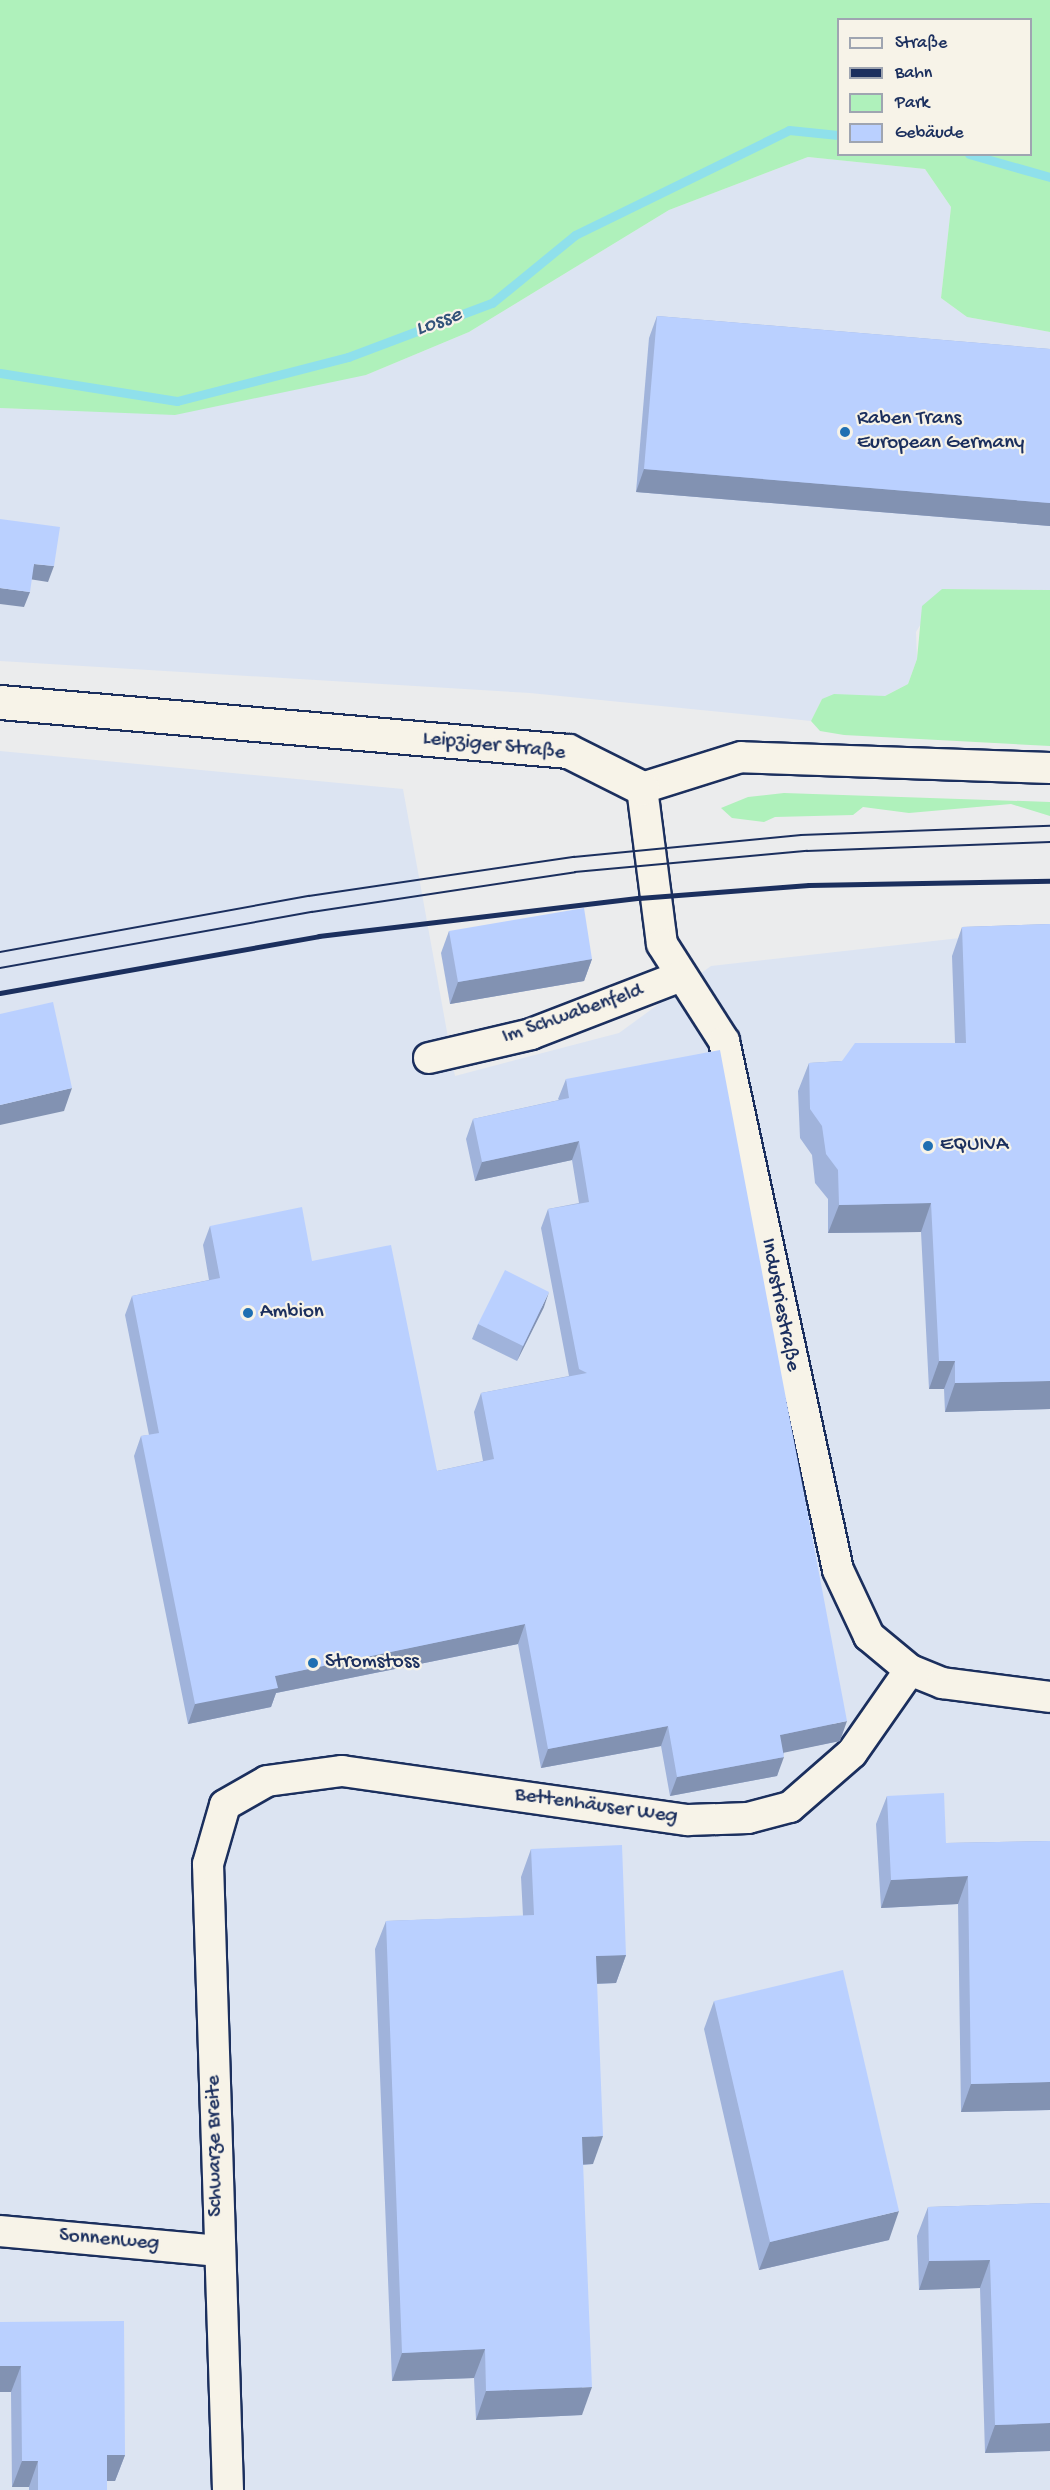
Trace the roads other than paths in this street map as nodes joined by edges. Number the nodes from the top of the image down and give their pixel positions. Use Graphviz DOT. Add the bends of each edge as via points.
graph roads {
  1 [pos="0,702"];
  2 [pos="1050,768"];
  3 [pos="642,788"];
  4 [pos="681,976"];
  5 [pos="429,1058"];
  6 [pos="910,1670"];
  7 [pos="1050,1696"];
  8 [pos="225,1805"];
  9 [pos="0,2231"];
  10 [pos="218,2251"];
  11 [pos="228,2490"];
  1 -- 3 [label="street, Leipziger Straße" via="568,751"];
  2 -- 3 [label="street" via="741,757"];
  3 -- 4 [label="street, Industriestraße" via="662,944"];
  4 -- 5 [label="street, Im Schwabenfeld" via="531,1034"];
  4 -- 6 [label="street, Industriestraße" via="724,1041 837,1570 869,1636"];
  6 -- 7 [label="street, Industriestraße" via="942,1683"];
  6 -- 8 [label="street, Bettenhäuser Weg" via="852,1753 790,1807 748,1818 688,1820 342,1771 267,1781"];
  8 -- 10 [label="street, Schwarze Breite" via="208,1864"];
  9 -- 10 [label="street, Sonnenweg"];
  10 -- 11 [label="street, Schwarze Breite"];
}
-=-=-=-=-
■ **INSTRUCTIONS FOR THE TASK**:
Strip out the pictures and repeat the listing above exactly.

■ **FINAL ANSWER**:
Trace the roads other than paths in this street map as nodes joined by edges. Number the nodes from the top of the image down and give their pixel positions. Use Graphviz DOT. Add the bends of each edge as via points.
graph roads {
  1 [pos="0,702"];
  2 [pos="1050,768"];
  3 [pos="642,788"];
  4 [pos="681,976"];
  5 [pos="429,1058"];
  6 [pos="910,1670"];
  7 [pos="1050,1696"];
  8 [pos="225,1805"];
  9 [pos="0,2231"];
  10 [pos="218,2251"];
  11 [pos="228,2490"];
  1 -- 3 [label="street, Leipziger Straße" via="568,751"];
  2 -- 3 [label="street" via="741,757"];
  3 -- 4 [label="street, Industriestraße" via="662,944"];
  4 -- 5 [label="street, Im Schwabenfeld" via="531,1034"];
  4 -- 6 [label="street, Industriestraße" via="724,1041 837,1570 869,1636"];
  6 -- 7 [label="street, Industriestraße" via="942,1683"];
  6 -- 8 [label="street, Bettenhäuser Weg" via="852,1753 790,1807 748,1818 688,1820 342,1771 267,1781"];
  8 -- 10 [label="street, Schwarze Breite" via="208,1864"];
  9 -- 10 [label="street, Sonnenweg"];
  10 -- 11 [label="street, Schwarze Breite"];
}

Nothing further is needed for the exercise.